We agree with Plaintiff that, generally speaking, a plaintiff should be
allowed to conduct discovery prior to a dismissal of a case for a lack of subject
matter jurisdiction. See, e.g., Eaton v. Dorchester Dev., Inc., 692 F.2d 727, 731 (11th
Cir. 1982) (“We hold that the district court’s dismissal for lack of subject matter
jurisdiction was premature. Plaintiff must be given an opportunity to develop facts
sufficient to support a determination on the issue of jurisdiction.”); Blanco v.
Carigulf Lines, 632 F.2d 656, 658 (5th Cir. 1980) (“We merely hold that the rules
entitle a plaintiff to elicit material facts regarding jurisdiction through discovery
before a claim may be dismissed for lack of jurisdiction.”).

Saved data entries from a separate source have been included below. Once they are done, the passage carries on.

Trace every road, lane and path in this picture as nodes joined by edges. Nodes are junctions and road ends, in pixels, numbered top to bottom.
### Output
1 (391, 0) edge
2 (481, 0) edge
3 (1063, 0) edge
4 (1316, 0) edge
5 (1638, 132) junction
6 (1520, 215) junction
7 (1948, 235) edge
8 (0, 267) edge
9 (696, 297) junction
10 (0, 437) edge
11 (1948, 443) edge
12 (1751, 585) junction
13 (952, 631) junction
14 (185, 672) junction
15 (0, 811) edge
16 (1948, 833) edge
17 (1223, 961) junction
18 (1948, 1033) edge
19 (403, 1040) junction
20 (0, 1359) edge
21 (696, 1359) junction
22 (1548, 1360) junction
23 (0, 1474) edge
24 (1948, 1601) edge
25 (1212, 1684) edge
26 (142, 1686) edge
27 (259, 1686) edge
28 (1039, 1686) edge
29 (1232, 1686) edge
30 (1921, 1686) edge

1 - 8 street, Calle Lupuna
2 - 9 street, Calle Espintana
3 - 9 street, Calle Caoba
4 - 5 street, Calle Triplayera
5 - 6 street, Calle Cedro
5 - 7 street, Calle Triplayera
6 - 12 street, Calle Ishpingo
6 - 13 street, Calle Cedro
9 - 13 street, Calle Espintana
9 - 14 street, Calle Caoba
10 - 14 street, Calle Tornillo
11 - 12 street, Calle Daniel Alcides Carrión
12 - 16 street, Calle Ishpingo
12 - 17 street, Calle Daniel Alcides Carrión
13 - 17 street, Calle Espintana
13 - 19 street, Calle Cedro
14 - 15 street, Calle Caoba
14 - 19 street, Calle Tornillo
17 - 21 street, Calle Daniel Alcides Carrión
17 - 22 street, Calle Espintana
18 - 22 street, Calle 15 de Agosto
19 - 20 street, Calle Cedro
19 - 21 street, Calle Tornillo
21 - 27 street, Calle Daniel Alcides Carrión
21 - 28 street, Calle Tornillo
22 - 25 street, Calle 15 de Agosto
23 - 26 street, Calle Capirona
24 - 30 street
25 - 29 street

But, as the Court stated in the Order denying Defendant’s motion to stay
[D.E. 153], the Court may retain jurisdiction over this case pursuant to 28 U.S.C. §
1367. When Plaintiff originally filed this case in federal court on January 18, 2018,
Plaintiff relied on a federal question and a theory that Defendant violated the
Racketeer Influenced and Corrupt Organizations Act (“RICO”). On July 11, 2019,
the Court granted in part and denied in part Defendant’s motion for summary
judgment and dismissed the federal question over which the Court had its original
jurisdiction. [D.E. 129].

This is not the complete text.